I had a programmer sat with me the other day, he seems a good one too, though I've not seen his actual code.  And he surprised me by peering at my development environment and saying...

"How can you program without line numbers on?"

He was serious, we were exchanging information to ensure I wrote code to meet his coding standards... So why not program with line numbers... Well, I could be annoying and say, I don't write BASIC, so I don't need line numbers... I also don't count K-Locs as a form of reward as to how busy I've been, nor use it as a measure of how productive I am... So really I have to ask myself the opposite, "Why don't you program with line numbers on Xel?"

And the simple answer for me is experience.  Maybe you're different, and you like line numbers, if so "This is not the article you are looking for, move along... Move along"... But to answer for myself, it is simply because I'm human, and the human mind likes to see patterns, it likes to see things and tries it's hardest to impose some semblance of meaning into them.  And for me, if I turn line numbers on then I expect 5 to follow 4, and 4 to have followed 3, and 2 to have come before 3 but after 1... It's an order, and in modern code it is an incorrect order because we should be writing, if not object orientated, then at least functional code.

Functions can be called in any order, objects can be instantiated and used differently by different users, your code itself might do one sequence one way today but a different sequence tomorrow.  The functions themselves still do the same single job with the same input, as per their definition, but code as a whole is no longer linear.

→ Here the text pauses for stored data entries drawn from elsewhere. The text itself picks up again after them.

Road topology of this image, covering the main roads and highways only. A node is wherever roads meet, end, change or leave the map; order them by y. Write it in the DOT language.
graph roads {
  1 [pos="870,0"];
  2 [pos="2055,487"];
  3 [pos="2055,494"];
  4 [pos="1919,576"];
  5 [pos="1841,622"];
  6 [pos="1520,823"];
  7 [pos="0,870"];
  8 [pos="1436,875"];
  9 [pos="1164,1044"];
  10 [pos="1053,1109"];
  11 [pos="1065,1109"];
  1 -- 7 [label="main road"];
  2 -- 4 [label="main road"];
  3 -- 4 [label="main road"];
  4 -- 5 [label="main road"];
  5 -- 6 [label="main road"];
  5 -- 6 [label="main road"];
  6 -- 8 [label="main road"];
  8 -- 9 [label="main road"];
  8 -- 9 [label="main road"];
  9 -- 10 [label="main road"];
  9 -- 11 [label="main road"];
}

So over time my personal experience has told me to group my code into a simple, but not formal - until this blog post - order, which is "Constructors at the top", then the functions defined "in order of frequency of use", so if you have an update function called all the time in a class, put it at the top, so its easy to spot after your constructors.  Especially in a language like C++ where your constructors can be very brief - or should be very brief, if they're not go rear Scott Meters & Bjarne Stroustrop on the topic!

And then functions are laid out in order of use, least used or single call functions are at the bottom.  I've just come to this pattern, its quite hard to even define it here in words, I suppose I should give code examples, but I'll leave this for another day and come full circle to answer the question "How can you program without line numbers on?"

"Code/Function use is not linear, don't give any indicates to your mind that it is, and if you're going to argue about the contents of one function, your function is too long, break it down into sub-functions which will fit onto the screen as a whole and so you don't need line numbers you can see the whole function in a single pass of the eye".